Nearly two months later, when it became evident to all that the proximity talks were indeed futile - especially as Israeli Prime Minister Benjamin Netanyahu triumphed over US President Barack Obama in his most recent visit to Washington - Abbas finds himself in desperate need for another line of defence. Thus, the new campaign attacking predictably futile direct talks with Israel.

Abbas is not the only actor in this drama. Others have been doing their job as efficiently and as true to form as ever. Yasser Abed Rabbo, who wore several hats in the past and is now one of Abbas’ aides, stated that the PA “will not enter new negotiations that could take more than 10 years”. This promise - that the Palestinian leadership will not be fooled into talks for the sake of talking, with no timeframe - is not the first of its kind to come from Abed Rabbo, and it’s unlikely to be the last.

Abbas’ aide will most likely continue sharing the same tired insight over and over again, because it is the scripted part that any moderate - as in self-seeking - Palestinian official must reiterate to remain relevant. How else could they give the impression that the PA still serves the role of the bulwark against Israeli illegal territorial encroachment and military occupation?

Ahmed Qureia, former Palestinian Authority foreign minister and prime minister, recently spoke at a Hebrew University conference titled “The Israeli-Palestinian Proximity Talks: Lessons from Past Negotiations”.

The conference was organised by Hebrew University’s Harry S. Truman Institute for the Advancement of Peace. The place of and occasion for this conference could not be more significant. First, much of the Hebrew University was built on ethnically cleansed Palestinian land. Second, Qureia spoke at an Israeli University in an occupied city at a time when activists and academics from all over the world, including several from Israel, are leading a cultural and academic boycott of Israeli universities to protes? the terrible role these institutions have played in Israeli violence against Palestinians.

Worse, immediately before his speech, Qureia met with former Israeli foreign minister and acting Prime Minister Tzipi Livni. She had ordered and supervised the unprecedented killing and maiming of thousands of Palestinians in Gaza between December 2008 and January 2009. The level of inhumanity she displayed during those days was met with outrage around the world, including from many in Israel. But all the blood was forgotten as “Livni [and] Abu Ala exchange[d] ‘niceties’,” according to The Jerusalem Post.

Just try to imagine the fury that all Palestinians - especially those besieged in destroyed Gaza - must have felt as Qureia and Livni shook hands and smiled for cameras.

The Post reported that “at the conference, Qureia said Netanyahu had not really frozen West Bank settlement construction, and added that Israel’s actions were preventing direct talks”.

Considering the numerous compromises Qureia made through his very attendance of the conference and his handshaking with Livni, one fails to understand the point of such statements.

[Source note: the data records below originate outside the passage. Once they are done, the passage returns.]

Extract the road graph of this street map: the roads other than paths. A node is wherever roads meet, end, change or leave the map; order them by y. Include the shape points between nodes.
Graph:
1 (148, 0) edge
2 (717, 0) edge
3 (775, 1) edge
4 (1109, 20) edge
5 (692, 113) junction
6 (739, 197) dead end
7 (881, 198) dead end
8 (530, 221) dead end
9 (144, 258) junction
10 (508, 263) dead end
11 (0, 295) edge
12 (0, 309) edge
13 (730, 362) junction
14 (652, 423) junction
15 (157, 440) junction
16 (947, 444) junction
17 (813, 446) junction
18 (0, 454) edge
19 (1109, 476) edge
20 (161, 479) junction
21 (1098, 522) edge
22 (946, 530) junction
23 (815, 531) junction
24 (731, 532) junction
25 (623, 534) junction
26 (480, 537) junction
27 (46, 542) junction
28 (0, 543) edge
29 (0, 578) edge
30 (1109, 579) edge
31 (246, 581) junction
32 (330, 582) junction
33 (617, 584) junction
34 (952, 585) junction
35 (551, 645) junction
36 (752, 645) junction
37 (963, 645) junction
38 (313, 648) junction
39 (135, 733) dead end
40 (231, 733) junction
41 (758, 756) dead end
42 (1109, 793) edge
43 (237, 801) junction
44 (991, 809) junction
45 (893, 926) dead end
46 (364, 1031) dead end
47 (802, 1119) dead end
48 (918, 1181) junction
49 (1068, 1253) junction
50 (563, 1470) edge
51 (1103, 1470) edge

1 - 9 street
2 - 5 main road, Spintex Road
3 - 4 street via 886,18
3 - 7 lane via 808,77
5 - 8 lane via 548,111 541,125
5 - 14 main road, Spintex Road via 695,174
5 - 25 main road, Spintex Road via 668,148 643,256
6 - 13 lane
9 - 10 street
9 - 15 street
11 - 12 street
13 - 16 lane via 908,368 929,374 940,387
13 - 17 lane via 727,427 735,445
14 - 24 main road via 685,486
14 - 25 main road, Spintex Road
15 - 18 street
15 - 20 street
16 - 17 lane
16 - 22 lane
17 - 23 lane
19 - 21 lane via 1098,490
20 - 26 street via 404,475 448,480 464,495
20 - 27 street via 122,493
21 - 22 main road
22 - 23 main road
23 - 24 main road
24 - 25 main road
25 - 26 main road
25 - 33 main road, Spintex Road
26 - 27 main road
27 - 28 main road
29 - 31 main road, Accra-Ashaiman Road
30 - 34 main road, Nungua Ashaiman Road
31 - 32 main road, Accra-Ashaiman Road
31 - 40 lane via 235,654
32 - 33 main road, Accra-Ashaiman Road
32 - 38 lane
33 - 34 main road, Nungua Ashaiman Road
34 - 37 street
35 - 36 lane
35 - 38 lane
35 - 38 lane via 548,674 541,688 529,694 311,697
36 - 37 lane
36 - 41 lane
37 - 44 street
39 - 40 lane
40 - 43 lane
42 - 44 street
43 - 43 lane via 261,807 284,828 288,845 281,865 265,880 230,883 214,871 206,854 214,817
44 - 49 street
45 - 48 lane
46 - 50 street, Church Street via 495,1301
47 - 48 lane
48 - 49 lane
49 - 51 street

These empty declarations will have no bearing on the outcome of events, nor will they force Netanyahu and his right-wing government to think twice as they carry on demolishing houses and uprooting trees. But they are more important than ever for the PA, as voices are rising in Washington, in London and elsewhere, demanding that the US and its partners acknowledge, if not “engage” Hamas. Such a prospect is bad news for the West Bank Palestinian leadership, which understands that its relevance to the “peace ?rocess” hinges on the constant dismissal of Hamas.

Therefore, the Palestinian Authority in Ramallah will continue to adhere to its methodology: don’t criticise Israel too harshly, so as not to lose favour; follow the US dictates, so as to maintain a moderate status and many privileges; and always give the impression to Palestinians, Arabs and Muslims that the PA is the one and only defender of Jerusalem.

One wonders how much longer the Palestinian leadership can sustain this act, which is actually an exercise in futility.